I keep thinking about that place in Florida and how accurate the ground penetrating radar was on finding the unmarked graves of those students at that reform school.
 
One, as they say, can't prove a negative; i.e., I cannot state with certainty that, here, no murders took place. But the burden of proof lies with the claimant, and I've seen very many claims of this nature and very few, if any, accounts substantiated years later. So I'd bet this one's bogus too.
 
Well, the Florida boys' school case comes to mind as one that was real. And it seemed too horrifying to possibly be true.

eta: I see tiredblondy already beat me to mentioning it.

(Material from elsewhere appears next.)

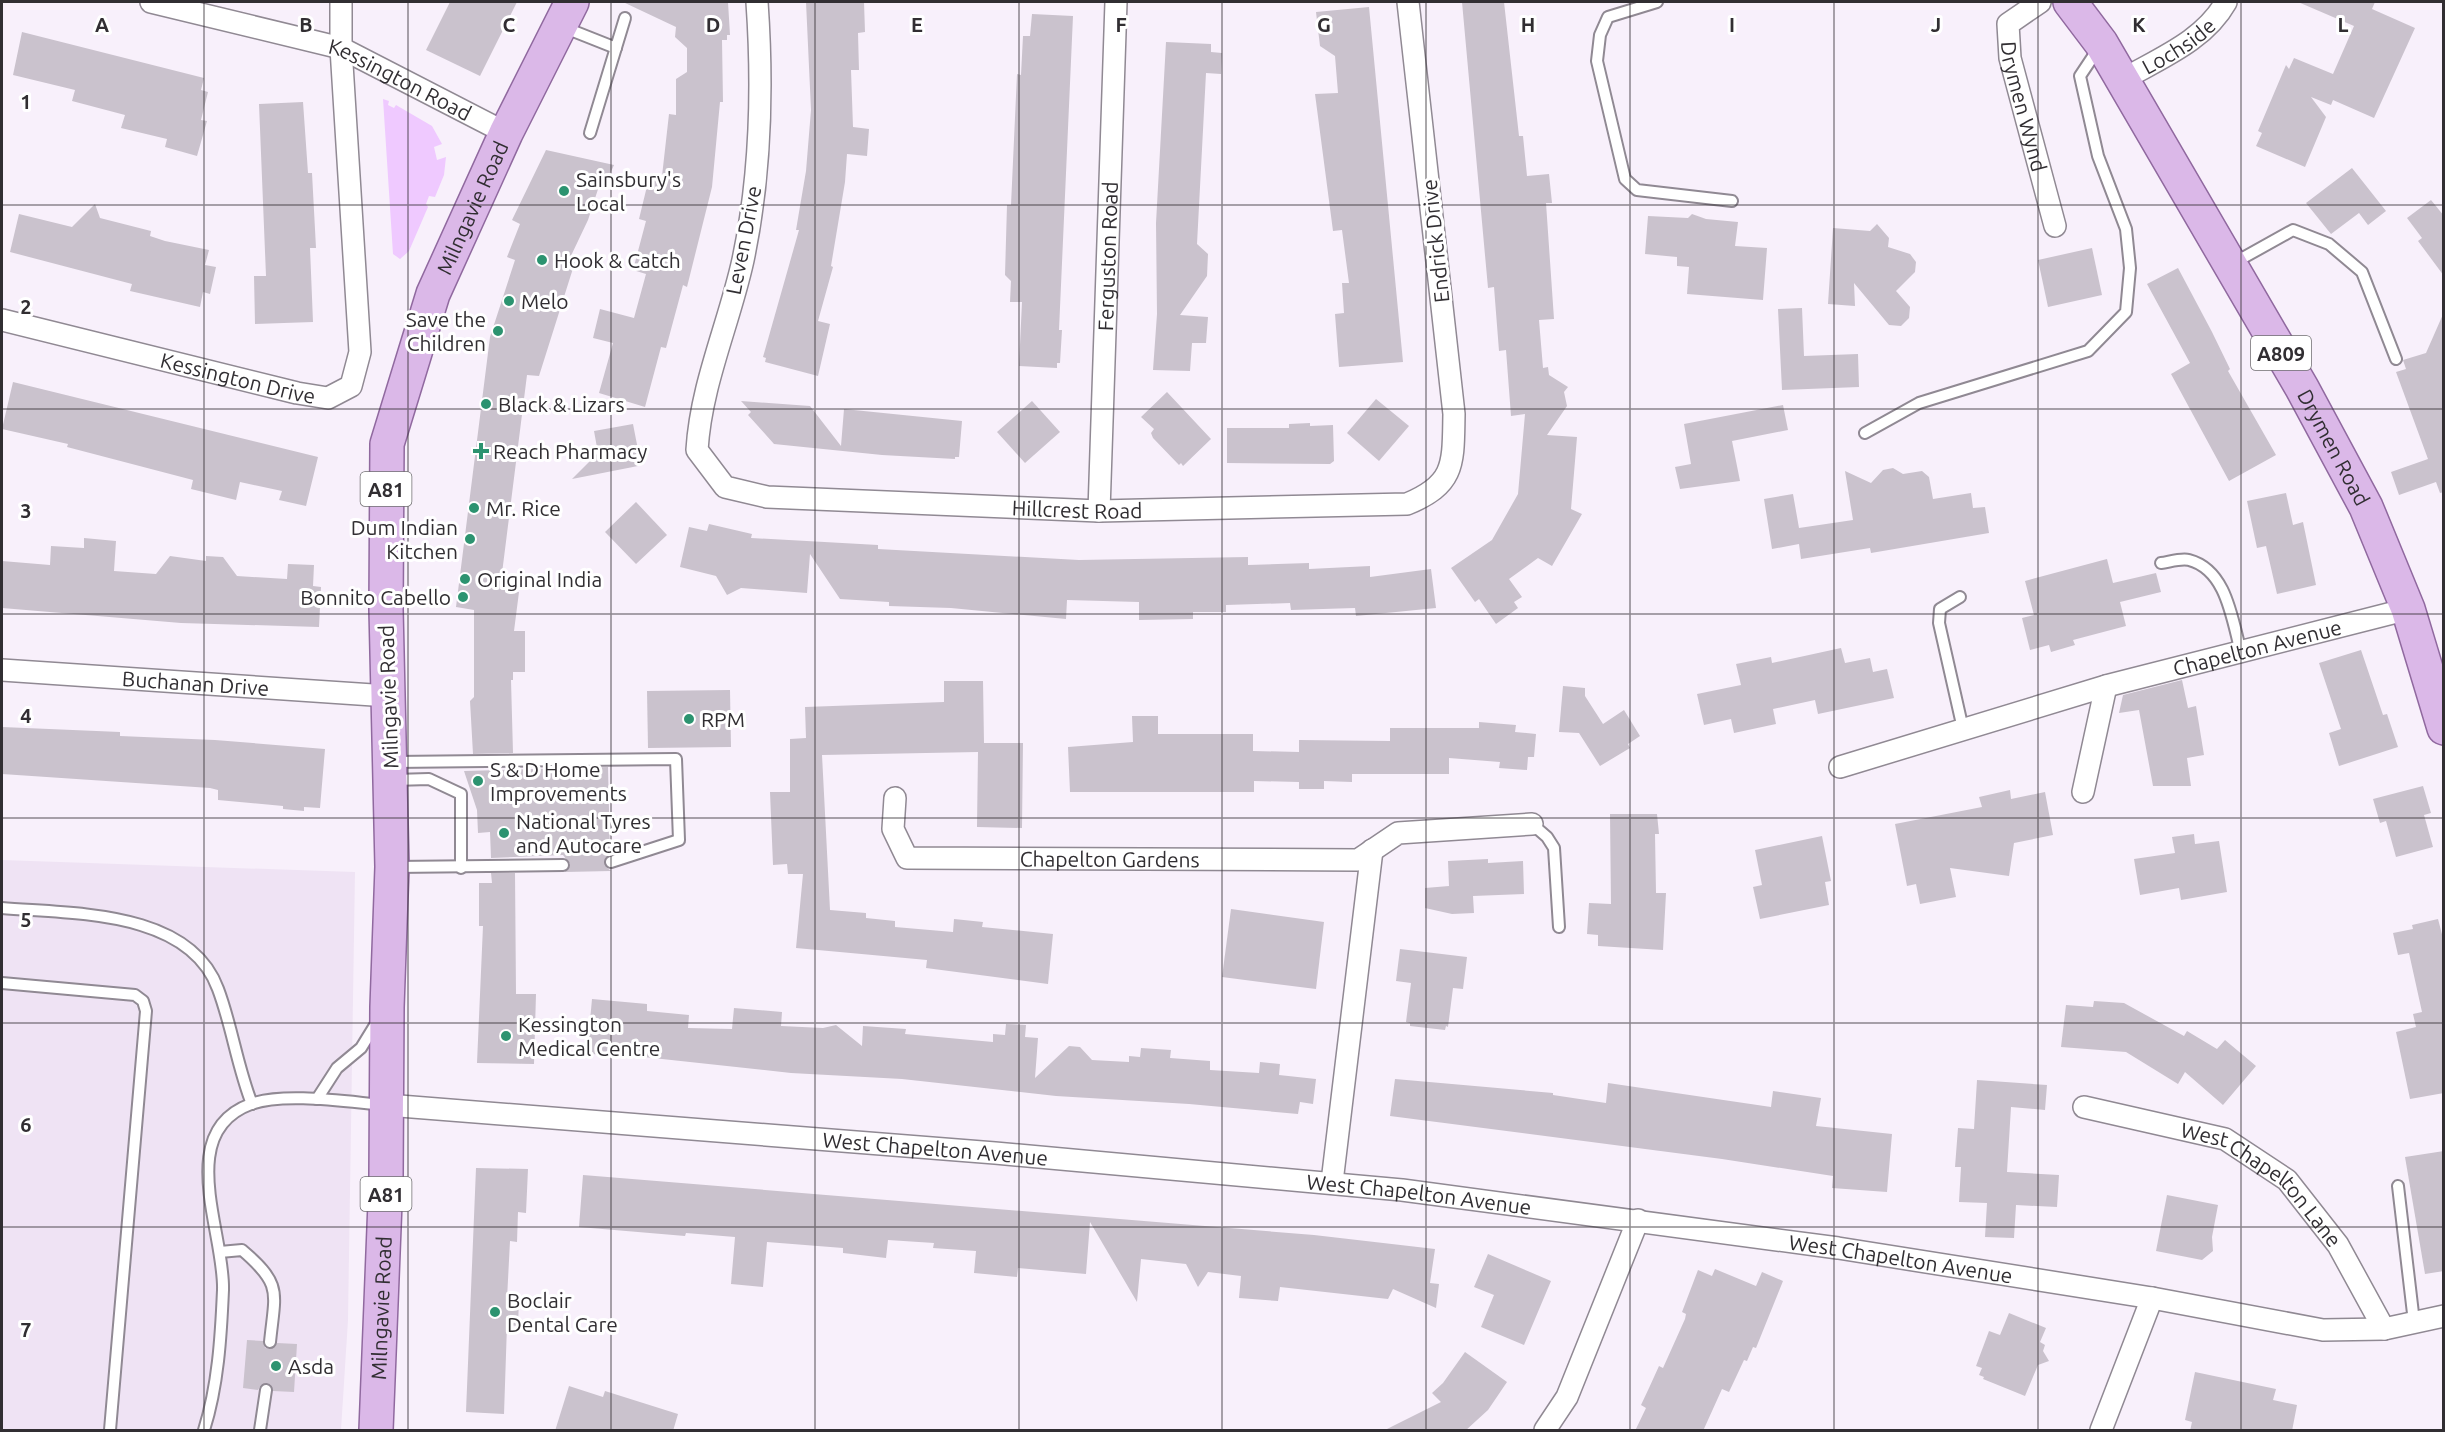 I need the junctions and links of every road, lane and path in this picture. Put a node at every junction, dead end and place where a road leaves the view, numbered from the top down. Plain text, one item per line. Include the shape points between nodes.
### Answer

They have successfully used GPR to locate several bodies for exhumation, but that's within a graveyard so not exactly parallel.
 
True about Dozier. Multiple witnesses made it believable before a spade of dirt was turned.
 
Have you ever thought that there may be two sides to the story? There is so much missing from this story on the other side of the fence, everyone is just going along with Glenna Mae's words without taking into account some of the missing honest truth. She has a diagnosed mental disorder, take a look at this youtube clip on false memory syndrome and maybe people would think twice about judging an innocent dead man. At the end of the day, Glenna Mae will have some explaining to do after they dig up the barn to only find nothing is there and that the sexual abuse accusations were also false.